O MPF (Ministério Público Federal) instaurou um novo inquérito civil público para investigar a postura das principais redes sociais e aplicativos de mensagens no Brasil e saber como estão atuando no enfrentamento à desinformação e à violência digital. No procedimento aberto nesta segunda (8), o MPF pede dados para o Whatsapp, Telegram, Facebook, Instagram, Twitter, TikTok e YouTube. As plataformas terão que informar como estão atuando para inibir práticas organizadas de desinformação contra a saúde da população e o funcionamento das instituições democráticas.

Na portaria, o MPF cita que o Marco Civil da Internet prevê sanções que podem ser aplicadas de forma isolada ou cumulativa que podem ir da advertência, com indicação de prazo para adoção de medidas corretivas; multa de até 10% (dez por cento) do faturamento do grupo econômico no Brasil e, ainda, dependendo da gravidade, da suspensão ou proibição das atividades no país.

O inquérito tramita na Procuradoria Regional dos Direitos do Cidadão do MPF, em São Paulo, e as empresas têm dez dias para apontar as providências voltadas a detectar e combater ações como a produção de conteúdos falsos, o disparo de mensagens em massa e o uso de robôs e perfis fictícios. As plataformas também deverão fornecer versões atualizadas de seus termos de uso, políticas de moderação de conteúdo e relatórios de transparência, além de especificar que canais disponibilizam para denúncias e indicar detalhadamente quais condutas violam suas regras.

Após o prazo de resposta das informações, o MPF ouvirá especialistas e promoverá audiências públicas para discutir o tema. Um dos elementos centrais que a investigação abordará é o financiamento da disseminação de conteúdos falsos, que muitas vezes carece de transparência e se tornam virais na rede de forma organizada. "Até mesmo por recorrentemente serem guiadas econômica ou politicamente, tais práticas organizadas de desinformação devem ser compreendidas como formas de propaganda, e como tais devem se submeter a controle e regulação", alerta o MPF.

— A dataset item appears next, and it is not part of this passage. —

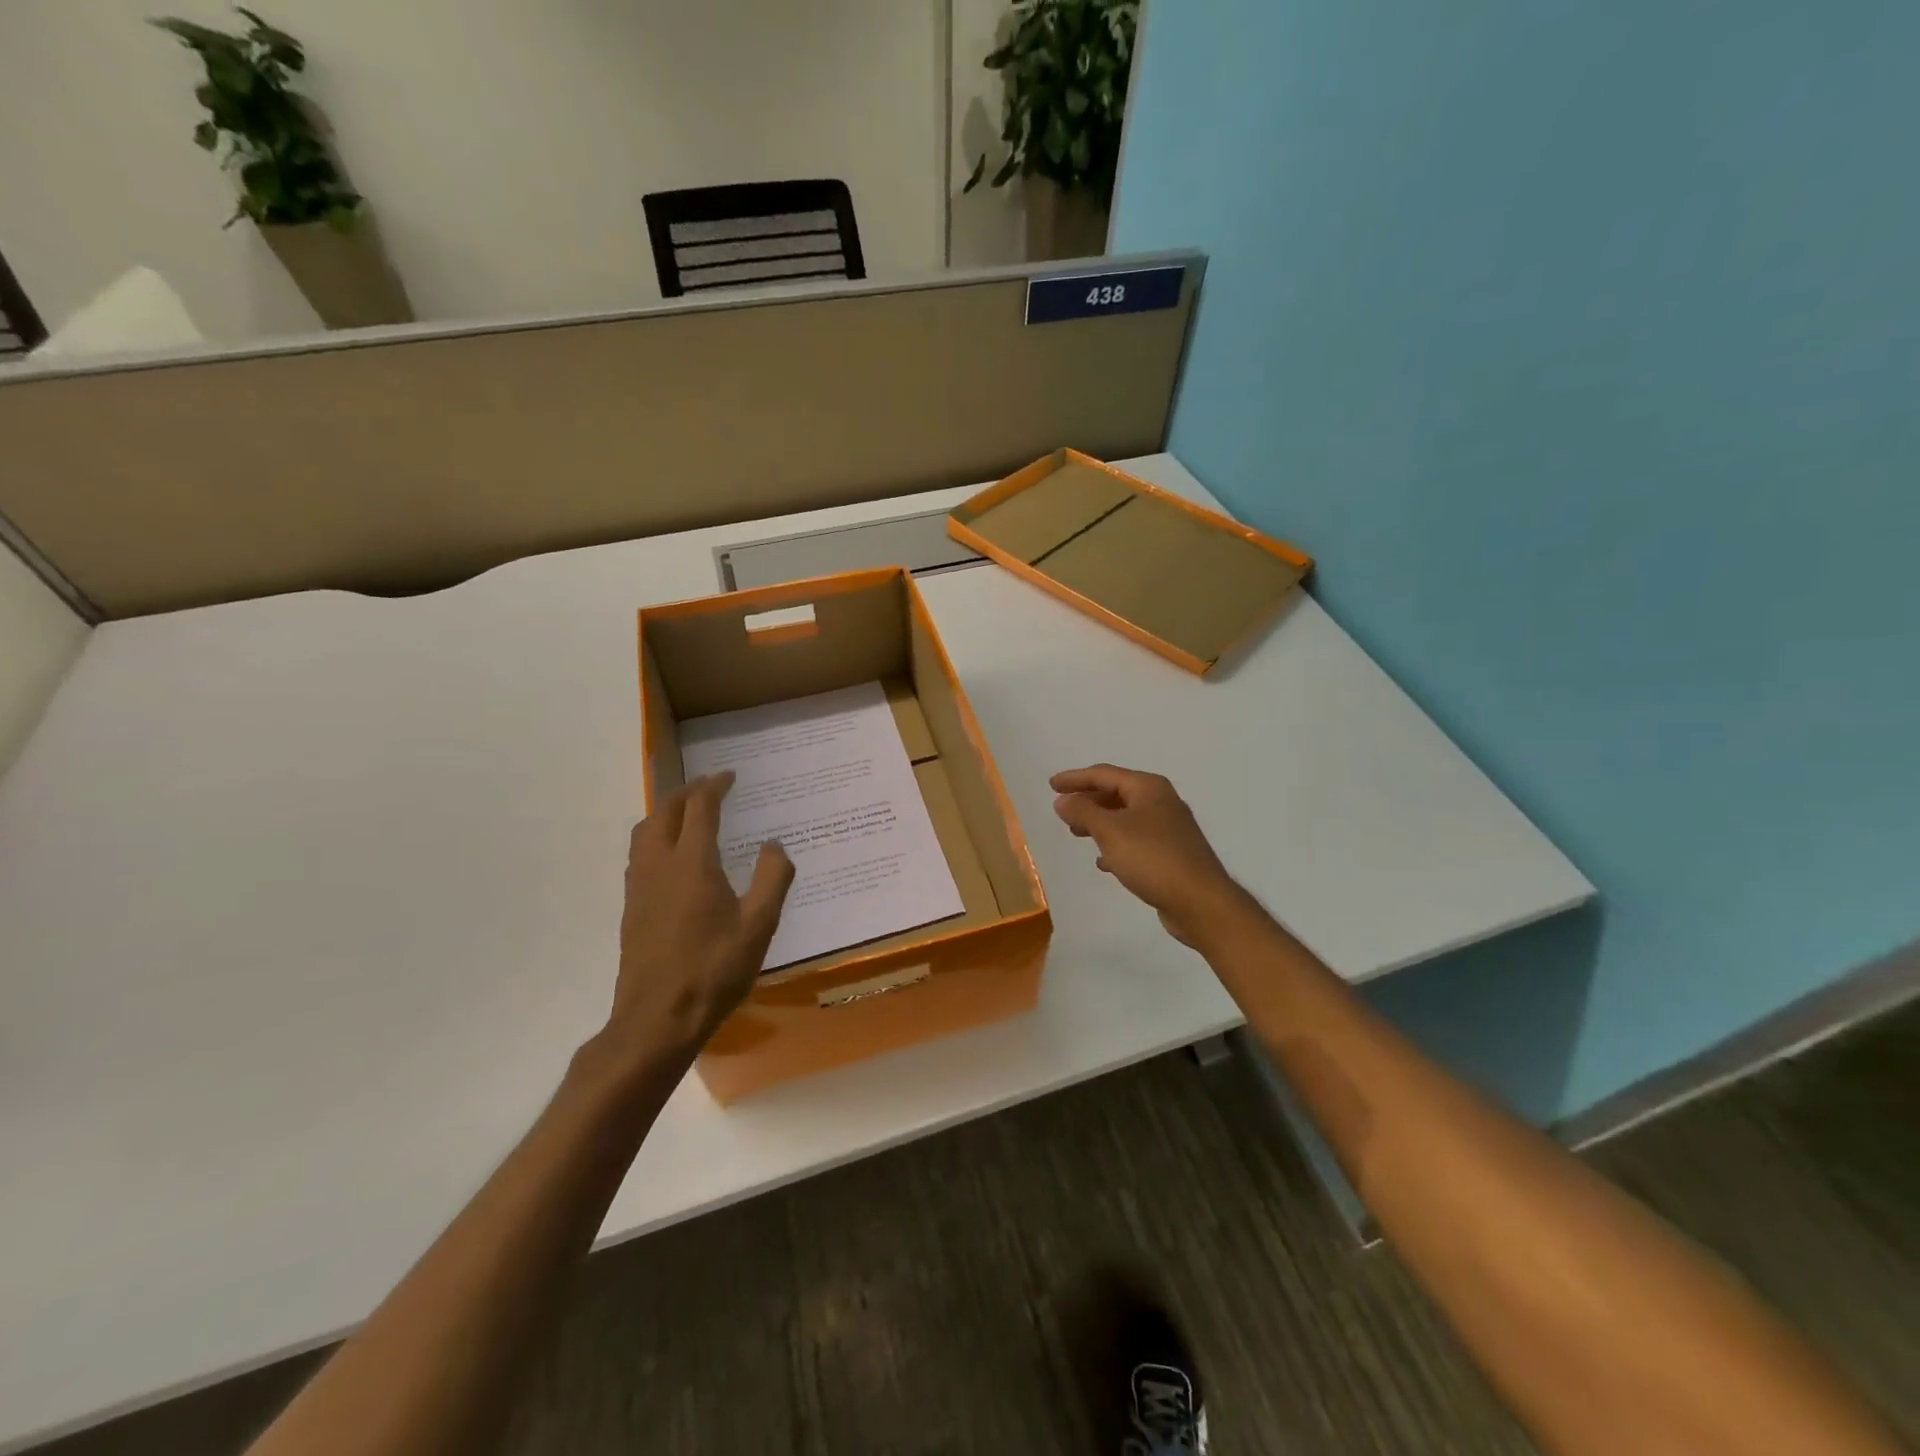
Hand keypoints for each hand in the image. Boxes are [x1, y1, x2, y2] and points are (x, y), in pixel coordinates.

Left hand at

O MPF ressaltou a importância do inquérito ao lembrar que "os efeitos da proliferação de informações falsas vêm sendo sentidos especialmente durante a pandemia de covid-19 por induzirem parte da população a minimizar os riscos da doença, utilizar medicamentos sem eficácia comprovada e desprezar a importância da vacinação".

O MPF ainda pontuou que junto à desinformação na saúde a situação também é grave quando os ataques são contra o Estado democrático de direito no Brasil e citou os questionamentos infundados à lisura das urnas eletrônicas e os ataques digitais coordenados contra profissionais da imprensa, que podem configurar uma forma reflexa de censura.